Speaker: Joachim P. Spatz
Department: Max Planck Institute for Medical Research, department of Biophysical Chemistry, Heidelberg, Germany
Subject: Sequential bottom-up assembly of synthetic cells
Location: TU Delft, BN-seminar
Author: Maricke Angenent
Joachim Spatz was the invited speaker of today’s seminar. He presented a talk which was organized in two main topics, starting with an introductory part on the self-organization of biological systems. This organization is also observed on cellular level and by making simulations of this process, the physical laws of collective cell migration can be studied in more detail. Subsequently, Spatz moved on to his most recent subject of research, which involves the field of synthetic biology. He elaborated on the progress his department has made on the creation of a synthetic cell and how this cell could be brought into a biological environment.
Collective cell migration
When comparing different forms of collective movement, whether it be on a macro or micro scale, you will find similarities no matter what the object is. One of those is that each system will find hierarchy at some point in the process. Since the similarities in collective migration were so striking, it was nothing but logical to set out for overlapping ‘rules’ involved in the behavior. This is what lead Spatz to his conducted experiments, which were mostly focused on the upper layer of skin, the epidermis. When you look from the top you can clearly see the dynamics of individual skin cells and how they are all mechanically interconnected. Consequently simulations allow for in depth analysis of how the movement is actually established. With special measurement techniques, forces on the various cells were measured, which were then used to calculate stresses between individual cells. The result obtained was that the force correlation length corresponds to the length of approximately 10 cells, meaning that the force exerted by one cell can influence the migration of other cells separated by maximally 9 others.

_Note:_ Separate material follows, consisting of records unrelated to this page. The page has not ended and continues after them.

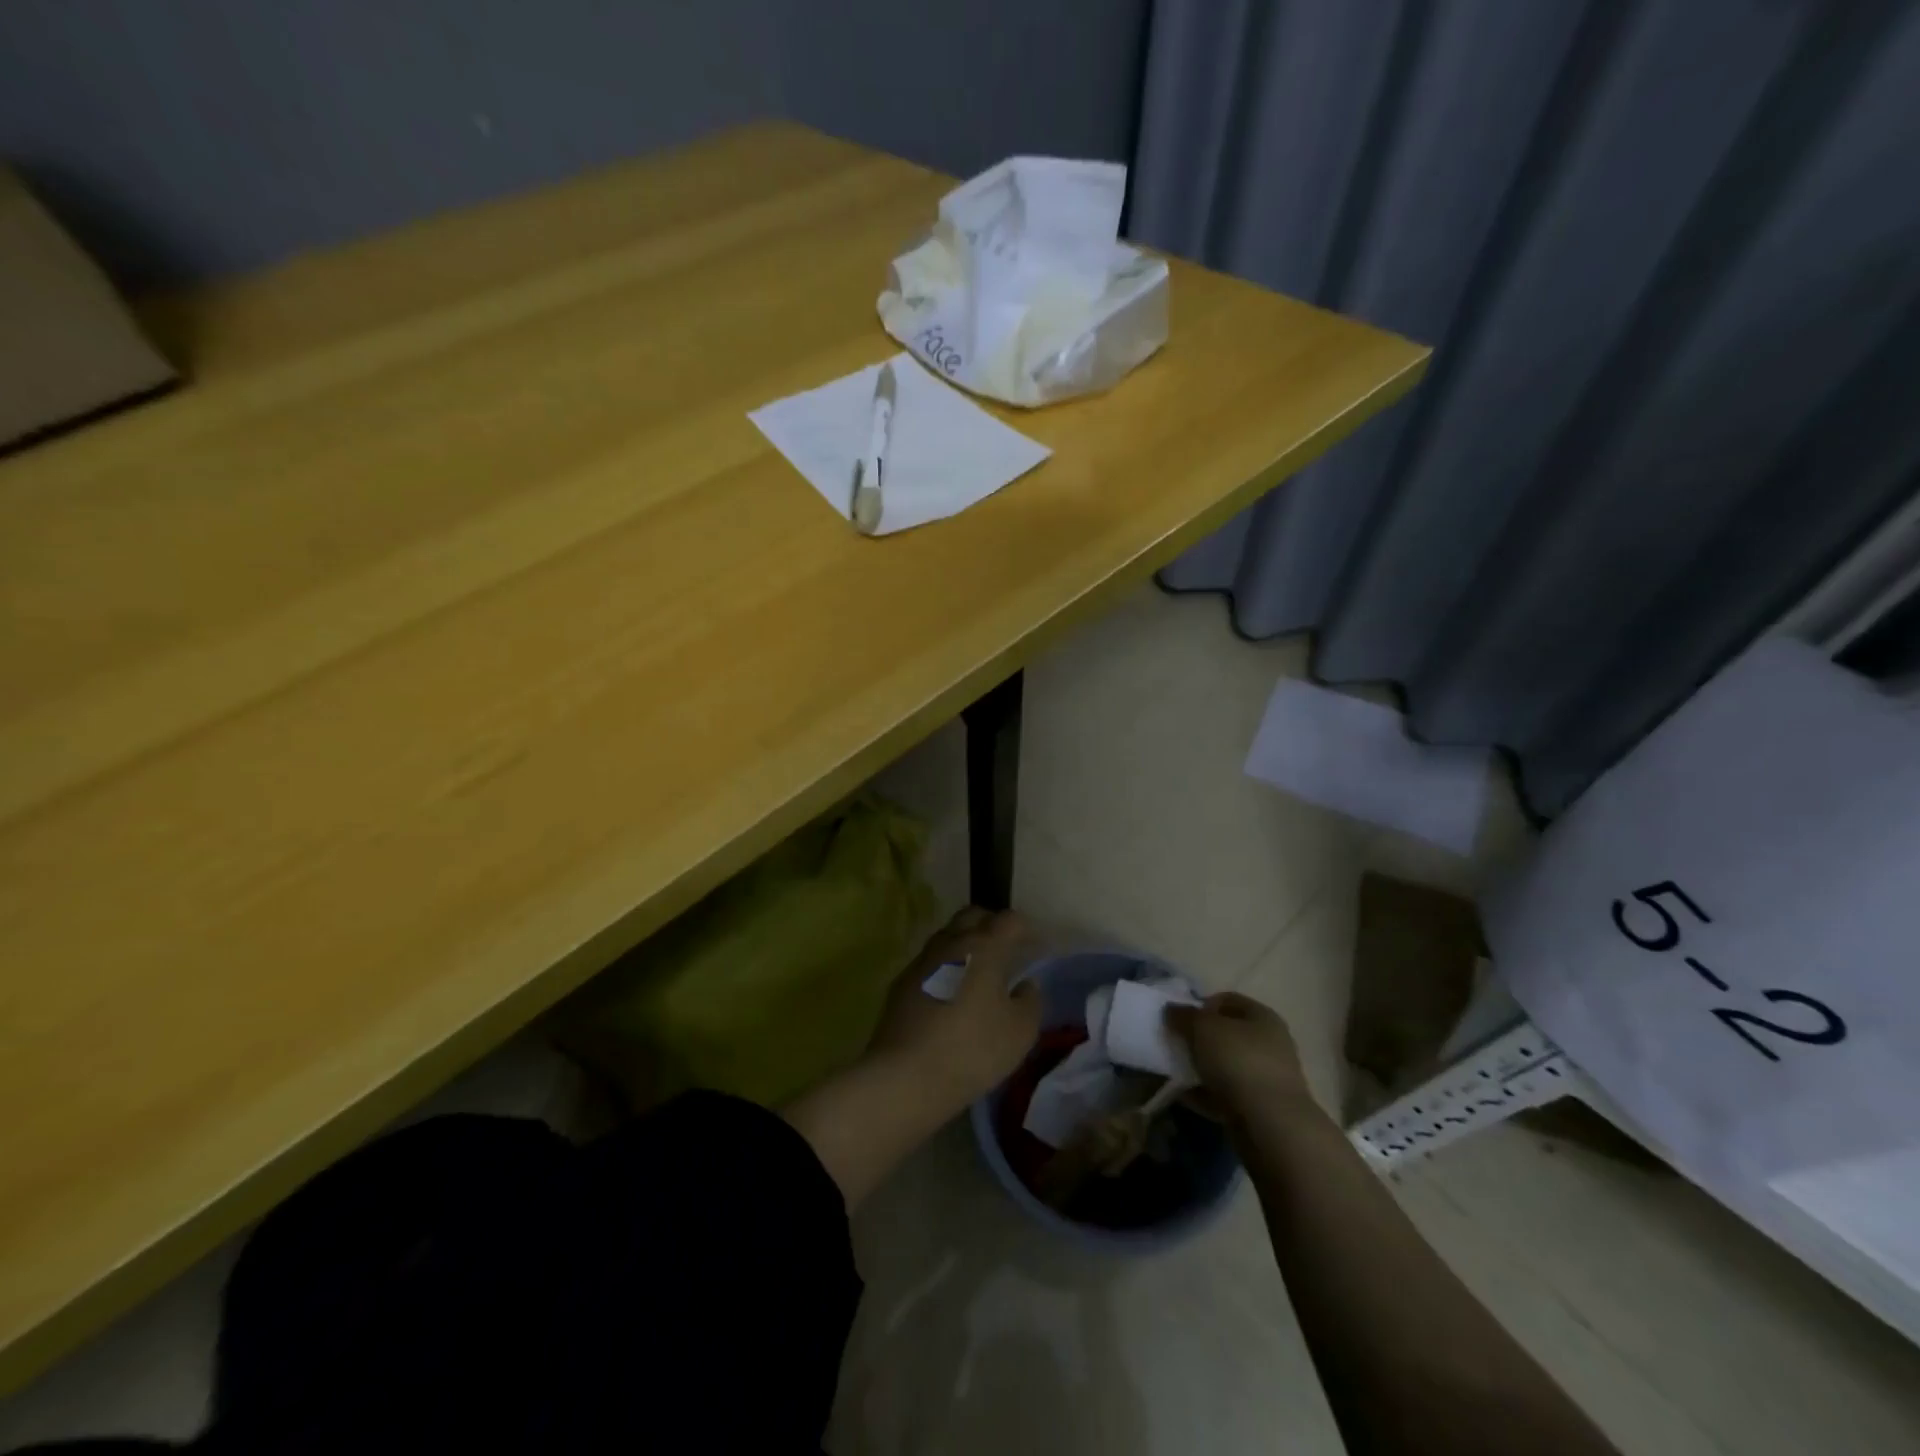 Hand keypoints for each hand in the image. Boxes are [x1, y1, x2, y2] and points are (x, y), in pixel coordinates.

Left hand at [868, 907, 1043, 1104]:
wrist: (906, 1074)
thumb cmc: (972, 1049)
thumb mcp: (1020, 1032)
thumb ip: (1030, 1001)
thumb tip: (1026, 984)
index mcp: (984, 947)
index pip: (1009, 920)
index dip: (1025, 928)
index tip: (1033, 946)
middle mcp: (951, 943)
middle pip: (972, 915)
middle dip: (990, 924)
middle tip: (1004, 948)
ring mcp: (922, 960)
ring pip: (947, 936)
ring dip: (964, 943)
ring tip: (976, 970)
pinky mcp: (901, 982)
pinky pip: (928, 962)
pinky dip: (944, 967)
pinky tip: (948, 992)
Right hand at [1166, 992, 1316, 1122]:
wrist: (1271, 1125)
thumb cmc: (1238, 1061)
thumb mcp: (1203, 1028)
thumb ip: (1183, 1015)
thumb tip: (1172, 1010)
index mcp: (1262, 1016)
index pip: (1227, 1000)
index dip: (1201, 1005)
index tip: (1181, 1019)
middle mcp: (1270, 1043)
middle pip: (1227, 1034)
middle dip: (1199, 1039)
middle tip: (1177, 1045)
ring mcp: (1268, 1078)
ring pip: (1226, 1065)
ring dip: (1201, 1067)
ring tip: (1177, 1072)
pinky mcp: (1261, 1108)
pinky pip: (1227, 1094)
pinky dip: (1207, 1094)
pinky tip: (1186, 1097) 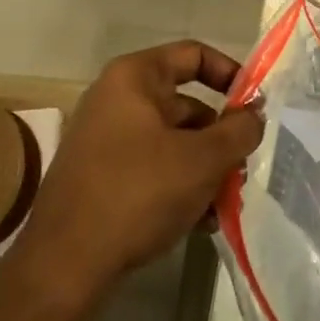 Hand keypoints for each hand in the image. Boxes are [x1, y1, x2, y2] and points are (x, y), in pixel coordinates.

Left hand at [13, 41, 263, 305]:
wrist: (64, 265)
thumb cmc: (138, 193)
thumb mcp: (202, 160)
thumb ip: (239, 130)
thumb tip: (254, 114)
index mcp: (135, 78)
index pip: (193, 55)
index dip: (230, 74)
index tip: (254, 107)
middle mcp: (116, 99)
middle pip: (186, 105)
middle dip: (220, 139)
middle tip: (242, 169)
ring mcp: (105, 138)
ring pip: (172, 141)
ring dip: (204, 169)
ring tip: (223, 205)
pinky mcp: (100, 176)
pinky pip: (152, 167)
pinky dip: (178, 186)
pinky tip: (199, 222)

Fig 1. The forces involved in collective cell migration can be compared to rope pulling. The force is constantly passed to the adjacent cell, up to 10 cells further
The next experiment involved a confinement of cells. During the assay the cells were (at time t=0 ) allowed to spread to an area without any other cells. Interestingly, the result showed that even though cells are genetically identical, they do not move in the same direction nor at the similar speed. Now by combining the knowledge of before and by again computing the forces present, a so-called leader cell could be identified. A cell which is the first to move from the confined space and seemingly ‘pulls’ the other cells with him. Subsequently it was studied what the requirements were to become such a leader. To do so, the field looked at leader cells which had already appeared and then went back in time to study the prior forces and their particular location.

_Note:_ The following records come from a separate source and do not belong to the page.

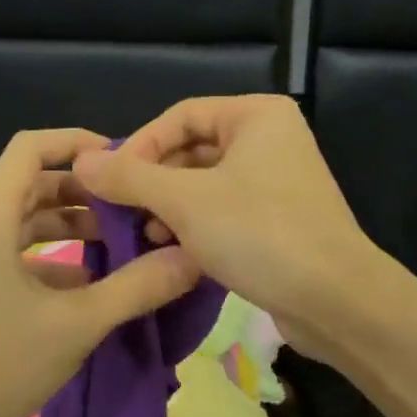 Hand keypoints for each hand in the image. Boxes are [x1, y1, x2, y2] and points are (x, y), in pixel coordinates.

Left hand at [0, 128, 201, 416]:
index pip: (30, 148)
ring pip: (22, 222)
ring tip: (121, 244)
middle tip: (133, 208)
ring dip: (69, 227)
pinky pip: (12, 254)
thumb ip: (136, 287)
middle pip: (31, 184)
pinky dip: (50, 259)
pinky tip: (87, 285)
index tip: (122, 161)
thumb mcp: (76, 325)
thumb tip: (191, 257)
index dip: (77, 143)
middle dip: (83, 192)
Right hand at [72, 96, 382, 360]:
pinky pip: (223, 209)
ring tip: (147, 234)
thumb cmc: (259, 234)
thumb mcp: (185, 201)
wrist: (335, 300)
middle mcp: (269, 139)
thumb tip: (81, 160)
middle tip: (124, 211)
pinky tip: (174, 249)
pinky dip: (195, 224)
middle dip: (154, 180)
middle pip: (192, 149)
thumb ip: (130, 177)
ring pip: (205, 183)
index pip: (180, 116)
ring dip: (169, 205)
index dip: (140, 145)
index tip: (110, 181)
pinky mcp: (277, 219)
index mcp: (256, 116)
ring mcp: (276, 181) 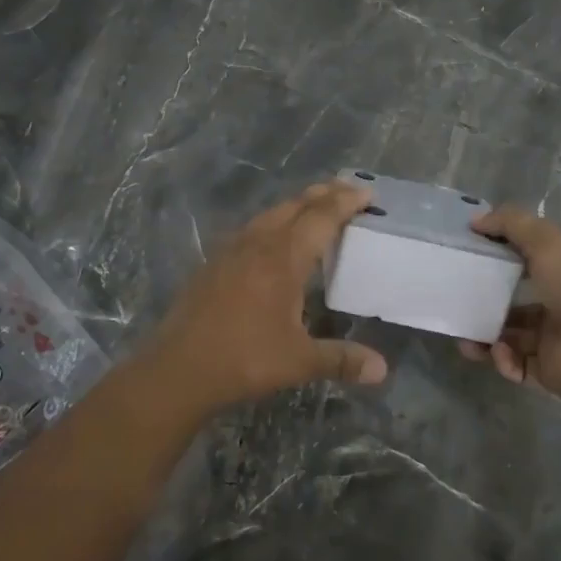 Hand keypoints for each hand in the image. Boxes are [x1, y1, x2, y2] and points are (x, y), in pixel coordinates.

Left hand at [139, 181, 387, 412]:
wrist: (178, 368)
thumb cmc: (243, 359)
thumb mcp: (298, 361)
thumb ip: (341, 359)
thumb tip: (382, 369)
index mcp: (283, 259)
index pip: (321, 218)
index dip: (345, 202)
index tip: (366, 191)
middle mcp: (258, 244)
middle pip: (295, 206)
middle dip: (323, 195)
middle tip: (347, 190)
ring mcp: (231, 250)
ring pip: (270, 214)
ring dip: (297, 206)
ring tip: (315, 208)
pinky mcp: (214, 263)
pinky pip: (252, 229)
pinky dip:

What I found surprising is that the system of cells always regulates back to the essential spacious organization with respect to the leader cells, even after being disrupted. Showing that it is indeed a very mechanically regulated system, including cells that collectively integrate forces together.
The synthetic cell
Overall I thought this part of the lecture was more difficult to understand than the first part, mostly because of quite some difficult terminology which I am not very familiar with, yet. Despite that it was very interesting to listen to, as it appeared to me as a promising approach to making an actual fully function cell. The main idea was that Spatz and his research group are now making synthetic cells by first stabilizing water droplets and then sequentially adding various essential cell compartments. To do so the water particle, which is a mechanically very strong template, is brought into an electric field causing the cell membrane to become more porous. Subsequently, pico-injection was utilized to inject quantified volumes into the ‘synthetic cell’. What I picked up as most important message was that the sequential addition was of real importance for it allows to reach complexities which you could not reach if you try to make the entire cell in one go.

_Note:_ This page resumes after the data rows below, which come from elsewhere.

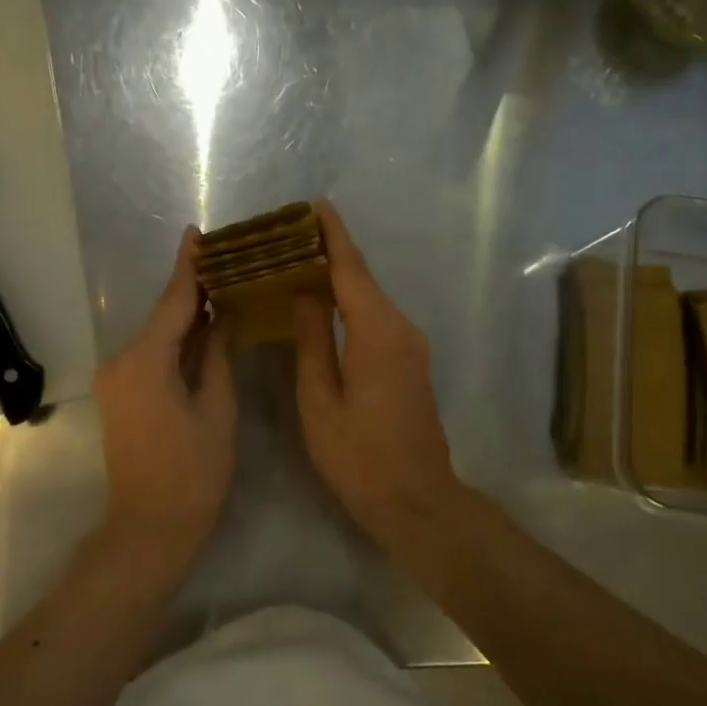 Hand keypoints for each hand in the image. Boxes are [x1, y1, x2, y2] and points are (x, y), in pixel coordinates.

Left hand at [93, 227, 236, 561]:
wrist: (150, 527)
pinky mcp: (120, 392)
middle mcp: (121, 361)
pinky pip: (151, 354)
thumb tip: (223, 316)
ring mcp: (116, 378)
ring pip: (157, 335)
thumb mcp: (217, 409)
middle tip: (227, 262)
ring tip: (223, 289)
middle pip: (163, 316)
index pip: (172, 302)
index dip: (188, 267)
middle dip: (193, 290)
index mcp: (145, 361)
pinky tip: (203, 329)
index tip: (196, 233)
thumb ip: (217, 354)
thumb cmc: (193, 472)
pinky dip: (176, 341)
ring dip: (186, 316)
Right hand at [293, 200, 458, 529]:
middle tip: (290, 235)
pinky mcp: (409, 362)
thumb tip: (305, 293)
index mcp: (376, 331)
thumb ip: (312, 340)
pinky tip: (323, 304)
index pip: (351, 269)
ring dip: (338, 277)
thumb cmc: (359, 456)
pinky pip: (375, 319)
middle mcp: (400, 328)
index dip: (332, 234)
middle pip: (362, 278)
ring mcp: (410, 345)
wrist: (417, 501)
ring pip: (369, 298)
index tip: (314, 204)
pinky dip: (349, 303)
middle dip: (330, 251)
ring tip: (298, 262)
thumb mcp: (320, 399) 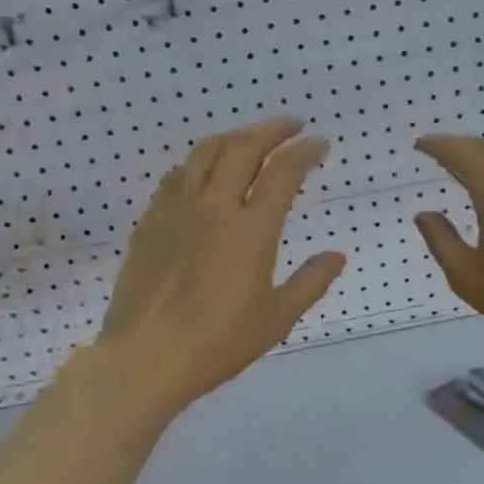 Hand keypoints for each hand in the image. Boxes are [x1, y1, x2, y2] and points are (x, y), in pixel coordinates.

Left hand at [96, 118, 346, 417]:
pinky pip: (176, 176)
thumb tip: (338, 255)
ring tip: (248, 139)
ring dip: (233, 137)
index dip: (305, 150)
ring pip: (205, 153)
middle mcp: (214, 207)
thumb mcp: (276, 319)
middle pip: (243, 148)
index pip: (284, 171)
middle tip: (290, 125)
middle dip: (272, 129)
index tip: (319, 143)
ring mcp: (177, 210)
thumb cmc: (217, 343)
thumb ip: (311, 282)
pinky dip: (197, 163)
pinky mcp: (150, 222)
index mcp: (251, 229)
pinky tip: (202, 171)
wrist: (145, 357) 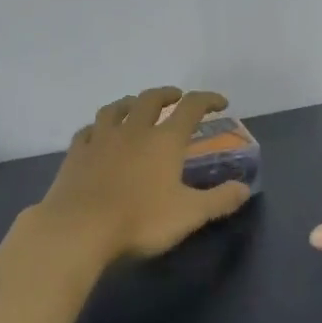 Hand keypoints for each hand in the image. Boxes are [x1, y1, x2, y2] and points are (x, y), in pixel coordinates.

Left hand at [33, 87, 253, 268]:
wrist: (79, 229)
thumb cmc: (140, 220)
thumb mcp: (189, 215)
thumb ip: (219, 200)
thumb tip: (244, 189)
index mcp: (164, 140)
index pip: (190, 108)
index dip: (207, 100)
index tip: (219, 102)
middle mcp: (134, 130)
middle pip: (151, 99)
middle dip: (167, 94)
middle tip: (176, 97)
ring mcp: (101, 138)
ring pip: (116, 108)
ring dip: (130, 102)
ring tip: (136, 106)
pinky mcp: (76, 152)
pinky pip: (88, 129)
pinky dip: (98, 126)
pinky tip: (98, 133)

On a personal note, I thought the seminar was very fascinating and I learned a lot of new information. I was not acquainted with all the theories behind collective cell migration, and to be honest had never acknowledged it before. However it turns out to be a very regulated process with many physical laws to be discovered. For me the second part about making a synthetic cell was what really sparked my interest. I found it amazing to find out that the basic molecule they are using to make a synthetic cell is just an ordinary water molecule! I look forward to hearing more about this kind of recent innovations in the biological field and all of the possible applications.